Just after 6 p.m. on April 4, 1968, Martin Luther King Jr. was on his way to dinner in Memphis, Tenn. As he was standing on the balcony of his second-story room at the Lorraine Motel, he was fatally shot. 

“Today, 55 years ago my life changed forever,” Rev. Bernice A. King, CEO of The King Center and King’s daughter, tweeted on Tuesday

“At 5 years of age my father was violently taken from me and my family. Although the void persists… I choose to love anyway.” 

King was among many this week to honor the slain civil rights leader and to share how the work to achieve his dream is still strong.

Rep. Al Green (D-Texas) said Tuesday was a day of reflection for the nation. 

“As we observe the 55th anniversary of the assassination of Dr. Martin Luther King, Jr., we must not only remember the tragic loss of a great civil rights leader, but also reflect on the continuing struggle for justice and equality,” Green said in a statement to The Hill.

“We owe it to posterity to continue fighting for his dream of a nation where invidious discrimination does not hinder one’s opportunities; where the content of one’s character and not the color of one’s skin determines the treatment of women and men. To accomplish this, in the profoundly immortal words of Dr. King, we must ‘transform this world-wide neighborhood into a world-wide brotherhood’; ‘We must learn to live together as brothers [and sisters] or perish together as fools’.”

The day he was assassinated, King was in Memphis supporting the Memphis Sanitation Workers Strike. The civil rights legend, known for his nonviolent protests, believed the strike highlighted economic inequality in America.

The night before his assassination, King gave his last speech, “I’ve Been to the Mountaintop.” 

“Well, I don’t know what will happen now,” Martin Luther King, Jr. said. “We’ve got some difficult days ahead. But it doesn’t matter with me now. Because I’ve been to the mountaintop. And I don’t mind. Like anybody, I would like to live a long life. Longevity has its place. But I’m not concerned about that now. I just want to do God’s will.”

“And He’s allowed me to go up to the mountain. And I’ve looked over. And I’ve seen the promised land. I may not get there with you. But I want you to know tonight, that we, as a people, will get to the promised land. And I’m happy tonight. I’m not worried about anything. I’m not fearing any man. Mine eyes have seen the glory of the coming of the Lord.”

One day later, at only 39 years old, King was pronounced dead from a bullet that struck him in the jaw and severed his spinal cord. His murder sparked nationwide protests. Thirty-nine people were killed, and more than 3,000 injured. 
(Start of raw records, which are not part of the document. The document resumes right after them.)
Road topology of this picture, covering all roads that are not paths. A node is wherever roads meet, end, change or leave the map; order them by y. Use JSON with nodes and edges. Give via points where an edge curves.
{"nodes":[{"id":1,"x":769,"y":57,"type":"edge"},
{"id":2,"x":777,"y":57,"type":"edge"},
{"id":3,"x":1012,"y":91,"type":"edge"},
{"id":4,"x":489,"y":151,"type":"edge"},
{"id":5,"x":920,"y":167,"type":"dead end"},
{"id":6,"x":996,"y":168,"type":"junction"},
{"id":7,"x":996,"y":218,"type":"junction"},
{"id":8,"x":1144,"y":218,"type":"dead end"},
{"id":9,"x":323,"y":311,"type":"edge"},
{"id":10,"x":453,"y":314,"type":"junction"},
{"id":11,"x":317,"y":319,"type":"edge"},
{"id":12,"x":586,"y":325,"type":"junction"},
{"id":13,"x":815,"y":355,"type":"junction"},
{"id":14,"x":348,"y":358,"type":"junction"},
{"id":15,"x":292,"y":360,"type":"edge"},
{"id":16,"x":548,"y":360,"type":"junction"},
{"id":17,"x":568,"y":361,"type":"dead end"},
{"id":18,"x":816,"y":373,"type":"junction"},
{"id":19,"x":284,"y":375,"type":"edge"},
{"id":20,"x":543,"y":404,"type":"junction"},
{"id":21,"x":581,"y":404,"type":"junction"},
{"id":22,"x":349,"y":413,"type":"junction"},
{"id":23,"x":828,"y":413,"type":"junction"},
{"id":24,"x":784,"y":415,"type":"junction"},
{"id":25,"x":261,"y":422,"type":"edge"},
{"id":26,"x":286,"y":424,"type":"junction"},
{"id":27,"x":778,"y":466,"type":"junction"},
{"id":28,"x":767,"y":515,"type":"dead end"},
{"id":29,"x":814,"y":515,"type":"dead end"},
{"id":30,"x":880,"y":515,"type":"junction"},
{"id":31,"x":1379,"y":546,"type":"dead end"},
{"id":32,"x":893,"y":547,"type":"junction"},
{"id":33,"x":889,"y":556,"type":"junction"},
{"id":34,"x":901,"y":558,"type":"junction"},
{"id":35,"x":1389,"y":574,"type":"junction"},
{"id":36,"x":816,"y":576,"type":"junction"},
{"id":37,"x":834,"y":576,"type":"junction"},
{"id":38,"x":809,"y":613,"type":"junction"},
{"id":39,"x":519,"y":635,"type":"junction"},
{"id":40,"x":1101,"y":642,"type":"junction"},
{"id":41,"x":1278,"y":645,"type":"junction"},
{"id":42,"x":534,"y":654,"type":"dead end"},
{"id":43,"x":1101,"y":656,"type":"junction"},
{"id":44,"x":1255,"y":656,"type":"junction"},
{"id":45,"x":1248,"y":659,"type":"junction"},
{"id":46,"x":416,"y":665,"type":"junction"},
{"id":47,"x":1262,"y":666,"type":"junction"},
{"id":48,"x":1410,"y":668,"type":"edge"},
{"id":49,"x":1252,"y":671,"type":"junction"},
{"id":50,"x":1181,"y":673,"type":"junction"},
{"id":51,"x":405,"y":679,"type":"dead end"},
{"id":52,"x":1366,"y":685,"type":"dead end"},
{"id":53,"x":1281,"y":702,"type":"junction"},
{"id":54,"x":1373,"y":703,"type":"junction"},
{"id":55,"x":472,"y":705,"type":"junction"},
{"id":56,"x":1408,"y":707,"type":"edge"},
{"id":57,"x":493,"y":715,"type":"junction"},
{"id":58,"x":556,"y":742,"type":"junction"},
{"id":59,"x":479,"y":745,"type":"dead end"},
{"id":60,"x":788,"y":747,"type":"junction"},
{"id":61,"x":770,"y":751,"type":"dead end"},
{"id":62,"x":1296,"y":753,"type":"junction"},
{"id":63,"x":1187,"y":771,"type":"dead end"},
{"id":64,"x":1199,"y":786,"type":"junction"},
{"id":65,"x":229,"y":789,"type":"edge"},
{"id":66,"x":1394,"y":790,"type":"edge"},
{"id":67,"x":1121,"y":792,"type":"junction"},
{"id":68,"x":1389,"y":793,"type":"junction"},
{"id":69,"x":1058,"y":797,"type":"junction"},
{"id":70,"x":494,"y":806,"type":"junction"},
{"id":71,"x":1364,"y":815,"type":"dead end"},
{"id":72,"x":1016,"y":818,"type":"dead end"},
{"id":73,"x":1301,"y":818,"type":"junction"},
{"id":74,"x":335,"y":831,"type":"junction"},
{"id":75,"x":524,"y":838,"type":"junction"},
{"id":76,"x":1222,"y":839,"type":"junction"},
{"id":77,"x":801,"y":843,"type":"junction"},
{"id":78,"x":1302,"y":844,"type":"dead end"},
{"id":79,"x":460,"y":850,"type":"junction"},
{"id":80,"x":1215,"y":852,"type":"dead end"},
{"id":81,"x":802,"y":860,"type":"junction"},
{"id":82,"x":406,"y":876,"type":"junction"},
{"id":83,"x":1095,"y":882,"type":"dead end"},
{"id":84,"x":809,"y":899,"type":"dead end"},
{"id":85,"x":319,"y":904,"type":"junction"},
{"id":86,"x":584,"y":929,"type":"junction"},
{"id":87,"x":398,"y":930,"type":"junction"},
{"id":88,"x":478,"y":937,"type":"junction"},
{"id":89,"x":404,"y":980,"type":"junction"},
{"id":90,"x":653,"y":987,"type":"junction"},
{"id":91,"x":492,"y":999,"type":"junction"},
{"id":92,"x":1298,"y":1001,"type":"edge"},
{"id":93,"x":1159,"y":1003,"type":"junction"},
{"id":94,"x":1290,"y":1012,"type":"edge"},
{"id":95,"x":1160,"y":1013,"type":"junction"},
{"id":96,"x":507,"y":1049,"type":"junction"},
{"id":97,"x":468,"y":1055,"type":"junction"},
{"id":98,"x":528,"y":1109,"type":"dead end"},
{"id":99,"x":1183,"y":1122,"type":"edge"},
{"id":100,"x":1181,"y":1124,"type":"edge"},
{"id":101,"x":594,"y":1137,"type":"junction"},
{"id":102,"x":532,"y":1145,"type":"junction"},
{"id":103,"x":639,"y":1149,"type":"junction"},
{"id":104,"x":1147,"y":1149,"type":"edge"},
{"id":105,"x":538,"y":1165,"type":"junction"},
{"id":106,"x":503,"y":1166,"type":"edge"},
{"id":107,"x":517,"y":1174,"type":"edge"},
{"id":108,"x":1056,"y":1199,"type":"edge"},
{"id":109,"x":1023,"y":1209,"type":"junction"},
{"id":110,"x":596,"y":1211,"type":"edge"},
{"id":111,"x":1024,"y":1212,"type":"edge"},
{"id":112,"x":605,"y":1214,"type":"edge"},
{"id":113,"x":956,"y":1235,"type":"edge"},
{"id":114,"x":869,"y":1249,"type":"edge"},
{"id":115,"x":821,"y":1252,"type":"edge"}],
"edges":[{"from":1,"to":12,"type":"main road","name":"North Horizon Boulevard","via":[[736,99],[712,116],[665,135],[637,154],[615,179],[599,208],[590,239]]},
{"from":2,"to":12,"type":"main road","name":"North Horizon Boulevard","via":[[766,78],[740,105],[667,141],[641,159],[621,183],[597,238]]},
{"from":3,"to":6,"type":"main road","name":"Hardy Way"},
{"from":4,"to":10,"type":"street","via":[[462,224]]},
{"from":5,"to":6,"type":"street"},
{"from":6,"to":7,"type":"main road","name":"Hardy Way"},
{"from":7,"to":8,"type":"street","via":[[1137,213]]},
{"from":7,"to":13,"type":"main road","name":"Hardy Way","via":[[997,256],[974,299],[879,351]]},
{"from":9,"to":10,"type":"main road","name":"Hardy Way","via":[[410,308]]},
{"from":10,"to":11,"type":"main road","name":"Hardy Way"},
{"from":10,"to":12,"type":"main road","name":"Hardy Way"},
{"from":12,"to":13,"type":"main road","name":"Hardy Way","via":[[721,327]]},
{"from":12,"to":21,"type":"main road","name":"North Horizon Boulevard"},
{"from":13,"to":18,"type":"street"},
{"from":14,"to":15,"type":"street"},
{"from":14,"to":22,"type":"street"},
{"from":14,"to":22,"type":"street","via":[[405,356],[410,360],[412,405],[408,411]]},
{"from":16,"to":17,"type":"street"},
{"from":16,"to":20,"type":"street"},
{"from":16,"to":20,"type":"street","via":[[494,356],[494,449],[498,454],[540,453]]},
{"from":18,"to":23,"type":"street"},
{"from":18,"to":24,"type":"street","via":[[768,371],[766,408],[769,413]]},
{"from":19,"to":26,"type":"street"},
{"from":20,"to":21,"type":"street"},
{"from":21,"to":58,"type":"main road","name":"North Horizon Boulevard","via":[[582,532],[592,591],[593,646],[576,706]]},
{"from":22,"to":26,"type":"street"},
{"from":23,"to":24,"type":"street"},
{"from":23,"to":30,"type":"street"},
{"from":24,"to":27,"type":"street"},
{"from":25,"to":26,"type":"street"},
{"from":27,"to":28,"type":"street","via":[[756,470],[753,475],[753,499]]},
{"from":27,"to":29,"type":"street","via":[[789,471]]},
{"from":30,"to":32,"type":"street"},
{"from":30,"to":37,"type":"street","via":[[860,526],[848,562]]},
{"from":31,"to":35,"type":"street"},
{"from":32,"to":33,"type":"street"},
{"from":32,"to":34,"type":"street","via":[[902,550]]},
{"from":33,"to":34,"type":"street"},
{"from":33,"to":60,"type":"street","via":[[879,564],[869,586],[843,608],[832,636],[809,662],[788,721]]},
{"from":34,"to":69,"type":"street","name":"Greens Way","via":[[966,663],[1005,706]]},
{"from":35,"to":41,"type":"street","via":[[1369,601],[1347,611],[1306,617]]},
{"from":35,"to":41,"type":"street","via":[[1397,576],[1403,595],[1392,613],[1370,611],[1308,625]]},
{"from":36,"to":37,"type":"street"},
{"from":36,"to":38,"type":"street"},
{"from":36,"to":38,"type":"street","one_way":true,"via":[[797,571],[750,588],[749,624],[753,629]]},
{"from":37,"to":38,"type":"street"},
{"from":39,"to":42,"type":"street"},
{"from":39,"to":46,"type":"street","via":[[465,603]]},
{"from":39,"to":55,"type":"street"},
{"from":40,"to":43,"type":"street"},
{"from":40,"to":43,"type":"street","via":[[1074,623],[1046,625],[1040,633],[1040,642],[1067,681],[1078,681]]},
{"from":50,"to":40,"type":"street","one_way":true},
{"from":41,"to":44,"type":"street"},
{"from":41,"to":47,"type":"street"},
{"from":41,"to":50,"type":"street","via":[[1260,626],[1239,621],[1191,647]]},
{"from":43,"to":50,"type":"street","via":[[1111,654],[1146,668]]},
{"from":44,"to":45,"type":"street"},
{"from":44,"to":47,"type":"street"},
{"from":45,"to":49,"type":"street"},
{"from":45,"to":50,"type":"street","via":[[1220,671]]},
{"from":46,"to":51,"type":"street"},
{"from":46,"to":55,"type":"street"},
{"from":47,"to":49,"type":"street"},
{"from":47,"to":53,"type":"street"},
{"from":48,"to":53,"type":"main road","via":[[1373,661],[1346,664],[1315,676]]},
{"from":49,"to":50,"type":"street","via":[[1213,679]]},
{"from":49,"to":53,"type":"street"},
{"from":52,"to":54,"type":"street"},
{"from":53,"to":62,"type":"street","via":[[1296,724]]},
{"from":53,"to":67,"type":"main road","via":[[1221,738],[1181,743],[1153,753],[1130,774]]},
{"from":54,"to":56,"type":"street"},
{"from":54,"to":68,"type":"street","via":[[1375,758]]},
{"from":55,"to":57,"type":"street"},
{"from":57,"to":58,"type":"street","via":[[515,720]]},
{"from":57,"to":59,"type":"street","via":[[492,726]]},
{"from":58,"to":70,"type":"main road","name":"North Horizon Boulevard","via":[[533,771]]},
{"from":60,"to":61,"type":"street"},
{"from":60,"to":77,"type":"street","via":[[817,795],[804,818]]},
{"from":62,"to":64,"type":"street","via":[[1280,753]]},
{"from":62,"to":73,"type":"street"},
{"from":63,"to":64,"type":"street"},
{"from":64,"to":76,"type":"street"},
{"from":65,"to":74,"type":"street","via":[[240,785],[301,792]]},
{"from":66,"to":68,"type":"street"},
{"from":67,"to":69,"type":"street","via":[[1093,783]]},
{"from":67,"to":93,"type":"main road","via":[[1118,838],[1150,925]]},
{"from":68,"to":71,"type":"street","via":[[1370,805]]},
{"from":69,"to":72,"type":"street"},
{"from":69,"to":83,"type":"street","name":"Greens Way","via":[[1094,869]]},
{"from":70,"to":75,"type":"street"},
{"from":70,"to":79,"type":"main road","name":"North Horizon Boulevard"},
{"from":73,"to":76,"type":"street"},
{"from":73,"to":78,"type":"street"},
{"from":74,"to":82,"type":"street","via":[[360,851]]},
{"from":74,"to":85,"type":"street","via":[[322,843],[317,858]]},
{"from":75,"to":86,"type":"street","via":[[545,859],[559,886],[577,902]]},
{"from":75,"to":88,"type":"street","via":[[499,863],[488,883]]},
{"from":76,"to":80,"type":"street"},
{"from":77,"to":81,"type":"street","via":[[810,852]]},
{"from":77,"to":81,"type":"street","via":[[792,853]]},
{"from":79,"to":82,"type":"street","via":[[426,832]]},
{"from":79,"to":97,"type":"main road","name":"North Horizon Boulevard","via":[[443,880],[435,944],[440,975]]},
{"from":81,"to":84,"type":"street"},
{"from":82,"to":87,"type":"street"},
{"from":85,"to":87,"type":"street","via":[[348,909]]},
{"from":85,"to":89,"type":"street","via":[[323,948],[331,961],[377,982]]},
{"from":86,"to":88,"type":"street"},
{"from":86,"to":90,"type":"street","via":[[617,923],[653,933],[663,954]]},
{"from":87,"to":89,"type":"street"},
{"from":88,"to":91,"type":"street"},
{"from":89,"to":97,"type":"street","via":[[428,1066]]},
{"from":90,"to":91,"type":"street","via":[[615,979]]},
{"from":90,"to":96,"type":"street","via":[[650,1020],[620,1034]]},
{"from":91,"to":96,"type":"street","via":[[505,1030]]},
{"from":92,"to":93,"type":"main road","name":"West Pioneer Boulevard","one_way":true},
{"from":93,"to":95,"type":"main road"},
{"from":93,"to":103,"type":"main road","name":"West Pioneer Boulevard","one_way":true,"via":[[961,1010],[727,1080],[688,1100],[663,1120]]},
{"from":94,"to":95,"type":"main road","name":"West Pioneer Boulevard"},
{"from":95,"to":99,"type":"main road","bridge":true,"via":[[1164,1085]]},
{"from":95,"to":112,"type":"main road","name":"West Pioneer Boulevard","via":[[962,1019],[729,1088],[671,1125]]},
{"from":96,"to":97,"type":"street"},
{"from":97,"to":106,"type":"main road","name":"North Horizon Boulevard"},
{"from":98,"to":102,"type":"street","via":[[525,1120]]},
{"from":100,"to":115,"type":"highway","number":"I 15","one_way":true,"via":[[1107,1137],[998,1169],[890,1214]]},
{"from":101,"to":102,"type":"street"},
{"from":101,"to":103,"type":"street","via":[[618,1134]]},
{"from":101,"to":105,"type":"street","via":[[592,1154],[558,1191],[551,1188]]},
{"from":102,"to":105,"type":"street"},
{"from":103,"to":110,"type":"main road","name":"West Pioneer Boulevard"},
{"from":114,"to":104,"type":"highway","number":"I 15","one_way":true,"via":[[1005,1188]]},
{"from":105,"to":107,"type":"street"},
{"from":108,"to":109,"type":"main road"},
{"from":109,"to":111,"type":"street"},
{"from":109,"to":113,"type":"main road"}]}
“Today marks the 55th anniversary of the assassination of Dr. Martin Luther King Jr.,” Rep. Maxine Waters (D-Calif.) tweeted on Tuesday. “We sadly remember this terrible loss to our country and our world. He was the nonviolent leader for civil rights & human rights. Let’s think about what we each can do, to follow in his footsteps.”

Rev. Jesse Jackson, who was close with Martin Luther King and founded the Rainbow PUSH Coalition in Chicago, said King’s spirit “has been our moral guidepost for more than 50 years,” even as the struggle continues. 

“Dr. King was an emancipator,” Jackson tweeted. “He inspired us, he changed our conditions, our objective conditions. He is a universal frame of reference for moral authority, the global frame of reference for nonviolent justice & social change.”

But Bernice King said that since her father’s murder, little progress has been made.

“As you look at the triple evils that he talked about — that being, poverty, racism and militarism — we have made very little progress as it relates to the issue of poverty, of economic injustice,” said Bernice King. 

“I think this is a time for us to reflect on what he was doing and recommitting ourselves to doubling up our efforts to work towards the eradication of the triple evils, but especially working towards a more economically just society and each one of us have a role and responsibility in this effort.”

Part of that, said Russ Wiggington, President of the National Civil Rights Museum, is addressing a slew of legislation affecting the education of today’s students. 

“We do have to educate, we do have to make people know that Rosa Parks did not just get tired one day,” he said, referring to recent news reports that a textbook manufacturer in Florida attempted to remove Parks’s race from its history lesson on the Montgomery Bus Boycotts. 

“She was part of a political and strategic inner circle and machine quite frankly, that allowed for that boycott to have lasting power and unprecedented influence in beginning the process of having African Americans particularly in the south seen as humans, to be seen as people who deserved an equitable place at the collective table.”

In a statement to The Hill, Rep. Summer Lee (D-Pa.) said now is the time for the nation to choose if it wants to achieve Martin Luther King’s dream.

“55 years after Dr. Martin Luther King was assassinated for fighting for a reflective democracy, we face a choice,” Lee said. “Are we going to let our nation continue to slip down the road of fascism, of wealth inequality, of racism, of xenophobia, antisemitism? Or are we going to be a nation that lives up to its ideals?”